大流行对全球卫生系统、经济和社会结构构成重大挑战，需要开发准确的预测模型，以进行有效干预和资源分配。自回归综合移动平均（ARIMA）等经典统计模型已广泛应用于流行病学预测；然而，它们难以捕捉大流行数据中固有的非线性趋势和动态波动。相反，长短期记忆（LSTM）网络等深度学习模型在建模复杂依赖关系方面表现出强大的能力，但通常需要大量的数据和计算资源。为了提高预测精度，ARIMA-LSTM等混合模型整合了传统和深度学习方法的优点。本研究以马来西亚卫生部的COVID-19数据为例，评估和比较了ARIMA、LSTM和ARIMA-LSTM混合模型在预测大流行趋势方面的表现。该数据集涵盖了2021年1月4日至2021年9月18日期间，模型性能使用关键指标进行评估，包括均方误差（MSE）、平均绝对误差（MAE）、平均绝对百分比误差（MAPE）、均方根误差（RMSE）、相对均方根误差（RRMSE）、标准化均方根误差（NRMSE）和决定系数（R2）。结果表明，ARIMA在捕捉大流行趋势方面表现不佳，而LSTM提高了预测准确性。然而，混合ARIMA-LSTM模型始终实现最低的错误率，证实了将统计和深度学习方法相结合的优势。所有研究结果都支持采用混合建模方法进行大流行预测，有助于在流行病学中进行更准确和可靠的预测分析。未来的研究应探讨混合模型在各种传染病中的通用性，并整合额外的实时外部变量以提高预测的可靠性。
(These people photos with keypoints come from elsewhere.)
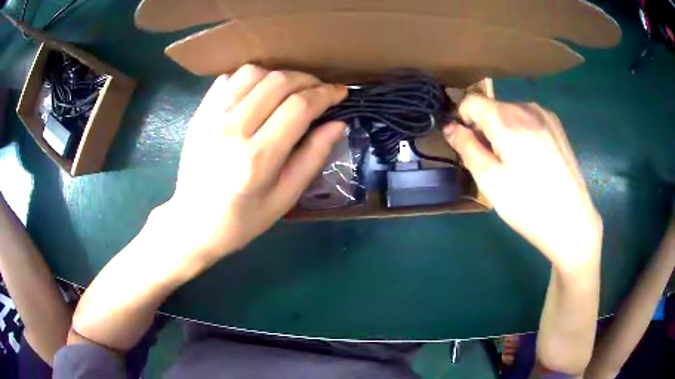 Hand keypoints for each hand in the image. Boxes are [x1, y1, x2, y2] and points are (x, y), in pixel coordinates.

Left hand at [162, 65, 346, 266]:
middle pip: (278, 82)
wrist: (192, 223)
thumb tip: (337, 123)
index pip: (299, 107)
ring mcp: (211, 118)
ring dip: (279, 75)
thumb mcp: (284, 198)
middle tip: (319, 90)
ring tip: (290, 90)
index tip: (340, 92)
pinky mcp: (199, 114)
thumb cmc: (241, 219)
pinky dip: (250, 77)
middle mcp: (233, 130)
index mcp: (257, 158)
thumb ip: (313, 157)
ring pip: (253, 73)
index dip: (325, 94)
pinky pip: (228, 78)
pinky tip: (259, 92)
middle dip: (308, 80)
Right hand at [444, 95, 601, 269]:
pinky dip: (522, 133)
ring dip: (504, 132)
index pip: (471, 101)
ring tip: (516, 165)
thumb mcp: (490, 181)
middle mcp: (526, 107)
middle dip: (485, 129)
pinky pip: (529, 120)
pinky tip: (533, 161)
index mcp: (507, 119)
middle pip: (493, 108)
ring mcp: (545, 115)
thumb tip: (450, 127)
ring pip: (511, 114)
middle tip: (494, 164)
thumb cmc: (528, 205)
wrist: (573, 222)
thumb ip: (467, 148)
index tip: (468, 145)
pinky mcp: (557, 127)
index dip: (462, 120)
本文章由计算机程序翻译，如有差异，请以英文原文为准。

求助全文

约1分钟内获得全文求助全文

来源期刊

PeerJ Computer Science Computer Science-General Computer Science

CiteScore

6.10

自引率

5.30%

发文量

332

审稿时长

10 weeks

期刊介绍： PeerJ Computer Science is the new open access journal covering all subject areas in computer science, with the backing of a prestigious advisory board and more than 300 academic editors.